### RECORDS TO USE
------

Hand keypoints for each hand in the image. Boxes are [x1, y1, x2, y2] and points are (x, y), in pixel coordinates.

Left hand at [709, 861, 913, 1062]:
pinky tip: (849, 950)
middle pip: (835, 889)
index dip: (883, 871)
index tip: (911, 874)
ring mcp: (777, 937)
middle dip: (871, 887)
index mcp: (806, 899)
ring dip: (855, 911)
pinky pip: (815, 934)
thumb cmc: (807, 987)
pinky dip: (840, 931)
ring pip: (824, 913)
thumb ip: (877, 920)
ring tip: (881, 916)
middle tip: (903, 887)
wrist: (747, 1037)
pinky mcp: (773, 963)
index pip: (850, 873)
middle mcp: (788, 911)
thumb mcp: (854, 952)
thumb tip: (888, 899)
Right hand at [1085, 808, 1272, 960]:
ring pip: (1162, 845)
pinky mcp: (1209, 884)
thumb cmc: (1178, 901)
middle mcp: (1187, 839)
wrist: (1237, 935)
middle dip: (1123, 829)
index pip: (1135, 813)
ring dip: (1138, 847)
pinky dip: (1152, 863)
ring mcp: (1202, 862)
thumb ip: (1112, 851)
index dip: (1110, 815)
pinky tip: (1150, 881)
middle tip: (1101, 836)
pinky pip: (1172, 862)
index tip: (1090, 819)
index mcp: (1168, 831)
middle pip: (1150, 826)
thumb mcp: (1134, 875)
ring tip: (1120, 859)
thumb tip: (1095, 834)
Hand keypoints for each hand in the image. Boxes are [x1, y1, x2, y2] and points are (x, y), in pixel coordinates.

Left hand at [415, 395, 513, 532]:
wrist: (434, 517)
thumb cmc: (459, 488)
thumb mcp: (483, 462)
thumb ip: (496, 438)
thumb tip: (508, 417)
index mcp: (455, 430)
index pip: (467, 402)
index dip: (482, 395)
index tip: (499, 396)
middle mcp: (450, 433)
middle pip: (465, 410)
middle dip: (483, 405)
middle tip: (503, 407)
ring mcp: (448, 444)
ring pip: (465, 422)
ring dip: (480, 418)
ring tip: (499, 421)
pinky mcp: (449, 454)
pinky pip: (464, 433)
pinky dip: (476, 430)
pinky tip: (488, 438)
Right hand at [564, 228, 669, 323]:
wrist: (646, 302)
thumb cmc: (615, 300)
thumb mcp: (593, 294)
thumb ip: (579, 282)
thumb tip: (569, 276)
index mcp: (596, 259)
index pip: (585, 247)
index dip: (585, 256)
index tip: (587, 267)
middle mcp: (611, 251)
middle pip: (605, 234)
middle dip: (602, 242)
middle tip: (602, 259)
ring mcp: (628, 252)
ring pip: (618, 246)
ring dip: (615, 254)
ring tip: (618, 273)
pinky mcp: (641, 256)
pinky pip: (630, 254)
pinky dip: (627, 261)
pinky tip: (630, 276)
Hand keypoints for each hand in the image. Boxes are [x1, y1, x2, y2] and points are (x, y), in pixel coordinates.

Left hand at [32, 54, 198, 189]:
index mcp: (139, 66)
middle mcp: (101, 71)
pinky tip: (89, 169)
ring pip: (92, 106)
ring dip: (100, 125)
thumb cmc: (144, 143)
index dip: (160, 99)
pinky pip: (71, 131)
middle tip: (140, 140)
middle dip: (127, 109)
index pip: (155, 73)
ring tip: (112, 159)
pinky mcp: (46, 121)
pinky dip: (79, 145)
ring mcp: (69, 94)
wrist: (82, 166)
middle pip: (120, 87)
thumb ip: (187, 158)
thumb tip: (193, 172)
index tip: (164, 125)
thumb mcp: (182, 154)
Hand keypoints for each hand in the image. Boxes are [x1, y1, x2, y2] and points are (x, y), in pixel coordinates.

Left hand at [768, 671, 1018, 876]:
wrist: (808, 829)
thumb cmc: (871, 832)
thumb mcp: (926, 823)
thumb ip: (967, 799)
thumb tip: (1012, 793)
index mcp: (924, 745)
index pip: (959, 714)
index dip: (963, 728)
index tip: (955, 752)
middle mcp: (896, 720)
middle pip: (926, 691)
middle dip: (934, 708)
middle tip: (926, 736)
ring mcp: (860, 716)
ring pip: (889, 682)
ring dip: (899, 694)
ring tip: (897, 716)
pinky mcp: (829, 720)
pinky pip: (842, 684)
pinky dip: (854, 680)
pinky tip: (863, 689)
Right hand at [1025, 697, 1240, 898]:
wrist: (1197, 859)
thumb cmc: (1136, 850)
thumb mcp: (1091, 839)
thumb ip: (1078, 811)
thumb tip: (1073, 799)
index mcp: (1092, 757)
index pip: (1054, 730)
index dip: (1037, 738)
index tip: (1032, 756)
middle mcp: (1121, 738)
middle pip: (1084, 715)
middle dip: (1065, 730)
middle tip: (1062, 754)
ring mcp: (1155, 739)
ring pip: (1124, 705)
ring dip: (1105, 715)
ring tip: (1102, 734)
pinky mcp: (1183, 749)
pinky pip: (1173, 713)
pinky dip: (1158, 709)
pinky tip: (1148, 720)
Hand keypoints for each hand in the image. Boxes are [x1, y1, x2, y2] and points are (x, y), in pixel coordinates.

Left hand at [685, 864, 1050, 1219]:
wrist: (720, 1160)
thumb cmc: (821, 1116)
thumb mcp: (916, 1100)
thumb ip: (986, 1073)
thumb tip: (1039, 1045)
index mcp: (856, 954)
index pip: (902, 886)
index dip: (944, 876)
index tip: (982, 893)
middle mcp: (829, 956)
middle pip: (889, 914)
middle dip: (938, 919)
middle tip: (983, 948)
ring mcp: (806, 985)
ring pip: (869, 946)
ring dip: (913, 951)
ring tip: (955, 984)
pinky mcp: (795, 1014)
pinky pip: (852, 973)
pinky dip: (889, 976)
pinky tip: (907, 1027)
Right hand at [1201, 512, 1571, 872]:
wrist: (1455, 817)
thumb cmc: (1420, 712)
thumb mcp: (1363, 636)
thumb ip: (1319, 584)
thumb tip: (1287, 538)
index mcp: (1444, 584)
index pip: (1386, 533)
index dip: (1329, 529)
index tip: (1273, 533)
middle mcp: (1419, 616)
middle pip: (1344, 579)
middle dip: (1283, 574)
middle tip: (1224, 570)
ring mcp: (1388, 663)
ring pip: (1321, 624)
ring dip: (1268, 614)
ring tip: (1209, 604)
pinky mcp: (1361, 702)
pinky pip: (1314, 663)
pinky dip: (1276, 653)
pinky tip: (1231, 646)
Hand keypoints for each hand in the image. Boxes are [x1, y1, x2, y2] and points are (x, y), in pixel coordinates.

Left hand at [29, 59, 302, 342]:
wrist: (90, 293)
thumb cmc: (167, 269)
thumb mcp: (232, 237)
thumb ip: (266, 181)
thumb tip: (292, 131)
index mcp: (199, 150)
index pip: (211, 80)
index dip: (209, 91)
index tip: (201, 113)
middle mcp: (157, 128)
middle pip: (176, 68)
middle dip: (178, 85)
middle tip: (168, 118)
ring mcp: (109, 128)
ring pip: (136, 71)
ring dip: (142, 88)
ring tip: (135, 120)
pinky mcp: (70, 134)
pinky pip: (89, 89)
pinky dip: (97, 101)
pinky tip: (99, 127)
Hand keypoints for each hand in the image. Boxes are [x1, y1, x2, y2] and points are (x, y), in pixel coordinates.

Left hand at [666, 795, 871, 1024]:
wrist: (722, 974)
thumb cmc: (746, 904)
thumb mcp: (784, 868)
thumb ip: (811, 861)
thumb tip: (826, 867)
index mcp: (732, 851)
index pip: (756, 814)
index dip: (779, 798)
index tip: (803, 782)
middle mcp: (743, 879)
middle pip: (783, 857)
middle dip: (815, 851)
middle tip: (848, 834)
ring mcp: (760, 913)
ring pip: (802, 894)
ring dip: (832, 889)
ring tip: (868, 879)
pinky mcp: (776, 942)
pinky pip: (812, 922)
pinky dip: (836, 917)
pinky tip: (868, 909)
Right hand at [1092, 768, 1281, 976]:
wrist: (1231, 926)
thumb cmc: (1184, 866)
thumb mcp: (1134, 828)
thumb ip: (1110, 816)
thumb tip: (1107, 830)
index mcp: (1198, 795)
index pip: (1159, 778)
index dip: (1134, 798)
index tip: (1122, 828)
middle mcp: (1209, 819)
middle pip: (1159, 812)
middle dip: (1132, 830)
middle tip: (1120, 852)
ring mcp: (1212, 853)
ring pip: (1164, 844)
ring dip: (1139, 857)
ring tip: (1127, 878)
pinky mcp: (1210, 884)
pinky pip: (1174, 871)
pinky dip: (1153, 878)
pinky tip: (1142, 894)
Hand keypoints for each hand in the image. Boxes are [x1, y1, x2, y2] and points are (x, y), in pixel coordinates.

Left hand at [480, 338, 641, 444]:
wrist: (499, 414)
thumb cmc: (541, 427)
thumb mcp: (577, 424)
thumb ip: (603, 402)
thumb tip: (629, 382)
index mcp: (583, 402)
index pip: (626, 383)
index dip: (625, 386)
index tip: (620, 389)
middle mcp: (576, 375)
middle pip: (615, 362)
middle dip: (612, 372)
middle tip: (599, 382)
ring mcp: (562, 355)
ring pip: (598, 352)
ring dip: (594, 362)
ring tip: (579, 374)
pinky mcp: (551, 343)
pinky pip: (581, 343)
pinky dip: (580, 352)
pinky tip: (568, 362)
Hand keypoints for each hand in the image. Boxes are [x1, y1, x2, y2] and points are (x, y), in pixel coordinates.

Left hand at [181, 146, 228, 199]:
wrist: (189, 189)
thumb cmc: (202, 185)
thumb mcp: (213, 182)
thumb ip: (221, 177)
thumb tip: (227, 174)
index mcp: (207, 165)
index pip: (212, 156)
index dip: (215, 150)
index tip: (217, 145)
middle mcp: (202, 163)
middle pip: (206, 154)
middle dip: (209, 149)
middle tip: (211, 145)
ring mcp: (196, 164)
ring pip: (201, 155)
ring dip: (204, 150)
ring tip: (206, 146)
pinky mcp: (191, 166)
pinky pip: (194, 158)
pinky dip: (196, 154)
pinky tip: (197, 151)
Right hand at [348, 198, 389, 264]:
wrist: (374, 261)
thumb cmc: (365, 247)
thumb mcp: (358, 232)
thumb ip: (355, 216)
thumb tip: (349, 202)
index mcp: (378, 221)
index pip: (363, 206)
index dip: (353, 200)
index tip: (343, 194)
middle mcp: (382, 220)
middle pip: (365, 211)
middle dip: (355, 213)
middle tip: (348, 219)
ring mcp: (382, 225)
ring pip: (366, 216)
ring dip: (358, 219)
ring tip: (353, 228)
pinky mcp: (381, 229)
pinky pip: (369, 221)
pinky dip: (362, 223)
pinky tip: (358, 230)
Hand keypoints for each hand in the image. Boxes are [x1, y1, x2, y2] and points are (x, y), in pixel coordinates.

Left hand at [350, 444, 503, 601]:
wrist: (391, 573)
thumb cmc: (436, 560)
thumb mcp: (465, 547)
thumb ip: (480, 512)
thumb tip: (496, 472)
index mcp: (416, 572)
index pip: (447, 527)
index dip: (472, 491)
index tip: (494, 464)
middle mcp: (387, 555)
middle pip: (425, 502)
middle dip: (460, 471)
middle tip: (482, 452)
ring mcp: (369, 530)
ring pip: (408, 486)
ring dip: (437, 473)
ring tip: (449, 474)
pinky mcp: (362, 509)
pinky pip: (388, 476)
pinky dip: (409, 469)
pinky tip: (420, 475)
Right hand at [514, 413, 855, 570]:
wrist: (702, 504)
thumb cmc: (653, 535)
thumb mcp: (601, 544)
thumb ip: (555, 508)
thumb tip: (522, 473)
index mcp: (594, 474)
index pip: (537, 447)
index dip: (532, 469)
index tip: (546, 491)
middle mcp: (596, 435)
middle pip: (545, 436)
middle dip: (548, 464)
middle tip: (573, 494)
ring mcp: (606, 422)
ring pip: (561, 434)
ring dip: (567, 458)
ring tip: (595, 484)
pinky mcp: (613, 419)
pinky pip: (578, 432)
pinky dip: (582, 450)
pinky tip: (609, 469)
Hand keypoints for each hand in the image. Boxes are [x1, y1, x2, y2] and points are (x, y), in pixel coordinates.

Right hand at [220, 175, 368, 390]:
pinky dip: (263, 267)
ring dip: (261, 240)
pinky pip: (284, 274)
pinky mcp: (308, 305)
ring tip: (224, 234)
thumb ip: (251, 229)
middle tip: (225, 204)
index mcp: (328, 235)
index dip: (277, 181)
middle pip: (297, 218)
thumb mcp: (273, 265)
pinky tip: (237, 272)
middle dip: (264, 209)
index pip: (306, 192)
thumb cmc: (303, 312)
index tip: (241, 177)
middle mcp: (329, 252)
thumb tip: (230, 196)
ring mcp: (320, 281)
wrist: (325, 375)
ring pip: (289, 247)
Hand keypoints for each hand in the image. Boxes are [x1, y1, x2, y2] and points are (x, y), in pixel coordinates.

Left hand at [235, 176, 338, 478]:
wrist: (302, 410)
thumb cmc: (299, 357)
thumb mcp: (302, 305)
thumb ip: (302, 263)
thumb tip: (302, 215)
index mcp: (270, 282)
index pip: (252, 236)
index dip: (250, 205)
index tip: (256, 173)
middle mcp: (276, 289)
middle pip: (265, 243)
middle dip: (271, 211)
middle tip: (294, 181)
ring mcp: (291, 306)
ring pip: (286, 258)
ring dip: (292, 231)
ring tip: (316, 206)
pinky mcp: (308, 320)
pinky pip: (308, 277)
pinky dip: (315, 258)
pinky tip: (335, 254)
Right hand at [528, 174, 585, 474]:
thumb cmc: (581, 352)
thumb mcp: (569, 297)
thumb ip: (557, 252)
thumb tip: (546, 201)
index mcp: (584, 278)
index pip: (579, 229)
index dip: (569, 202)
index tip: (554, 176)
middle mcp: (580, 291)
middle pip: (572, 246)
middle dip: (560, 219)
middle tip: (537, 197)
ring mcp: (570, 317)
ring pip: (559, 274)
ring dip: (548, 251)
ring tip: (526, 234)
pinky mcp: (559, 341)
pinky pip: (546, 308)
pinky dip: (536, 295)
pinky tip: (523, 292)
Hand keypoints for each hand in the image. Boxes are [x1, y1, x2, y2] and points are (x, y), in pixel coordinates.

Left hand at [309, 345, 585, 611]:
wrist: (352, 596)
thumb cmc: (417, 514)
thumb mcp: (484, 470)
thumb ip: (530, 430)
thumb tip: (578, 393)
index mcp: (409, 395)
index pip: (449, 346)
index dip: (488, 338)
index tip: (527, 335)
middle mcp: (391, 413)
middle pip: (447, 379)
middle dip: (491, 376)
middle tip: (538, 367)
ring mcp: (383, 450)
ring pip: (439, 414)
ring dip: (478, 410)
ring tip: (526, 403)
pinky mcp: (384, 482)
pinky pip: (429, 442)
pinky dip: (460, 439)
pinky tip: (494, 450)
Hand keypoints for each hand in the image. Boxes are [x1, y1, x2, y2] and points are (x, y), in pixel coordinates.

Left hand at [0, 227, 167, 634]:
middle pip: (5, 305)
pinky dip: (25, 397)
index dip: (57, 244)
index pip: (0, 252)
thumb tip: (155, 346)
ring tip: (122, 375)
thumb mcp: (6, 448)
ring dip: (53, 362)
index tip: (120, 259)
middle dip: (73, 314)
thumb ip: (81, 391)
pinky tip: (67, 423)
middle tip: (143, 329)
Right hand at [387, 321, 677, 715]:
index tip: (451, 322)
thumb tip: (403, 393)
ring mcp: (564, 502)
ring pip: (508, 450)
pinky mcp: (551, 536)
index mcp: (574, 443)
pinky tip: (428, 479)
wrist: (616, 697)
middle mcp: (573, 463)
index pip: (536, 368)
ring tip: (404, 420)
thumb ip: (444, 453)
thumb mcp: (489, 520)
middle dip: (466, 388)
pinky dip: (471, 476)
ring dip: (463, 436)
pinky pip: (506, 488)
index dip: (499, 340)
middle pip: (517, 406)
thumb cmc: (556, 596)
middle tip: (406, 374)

------

### WHAT TO PRODUCE
Your task is to restate, word for word, only those lines above that fall between the line holding "pinky tip: (568, 362)" and the line holding "pinky tip: (197, 151)", inclusive.

### OUTPUT
pinky tip: (568, 362)
Hand keypoints for each hand in the image. Boxes are [x1, y1, x2, y2] and points are (x, y), in pixel coordinates.

Left hand at [181, 146, 228, 199]:
wrist: (189, 189)
thumb cmc: (202, 185)
thumb mcp: (213, 182)
thumb ip: (221, 177)
thumb tip: (227, 174)
index mcp: (207, 165)
index pip: (212, 156)
index dip: (215, 150)
index tip: (217, 145)
middle mcp: (202, 163)
middle pip: (206, 154)
middle dip: (209, 149)
middle tip: (211, 145)
ring mcp: (196, 164)
ring pip: (201, 155)
ring dip: (204, 150)
ring tip: (206, 146)
pinky mcp: (191, 166)
pinky pip: (194, 158)
pinky dip: (196, 154)
pinky tip: (197, 151)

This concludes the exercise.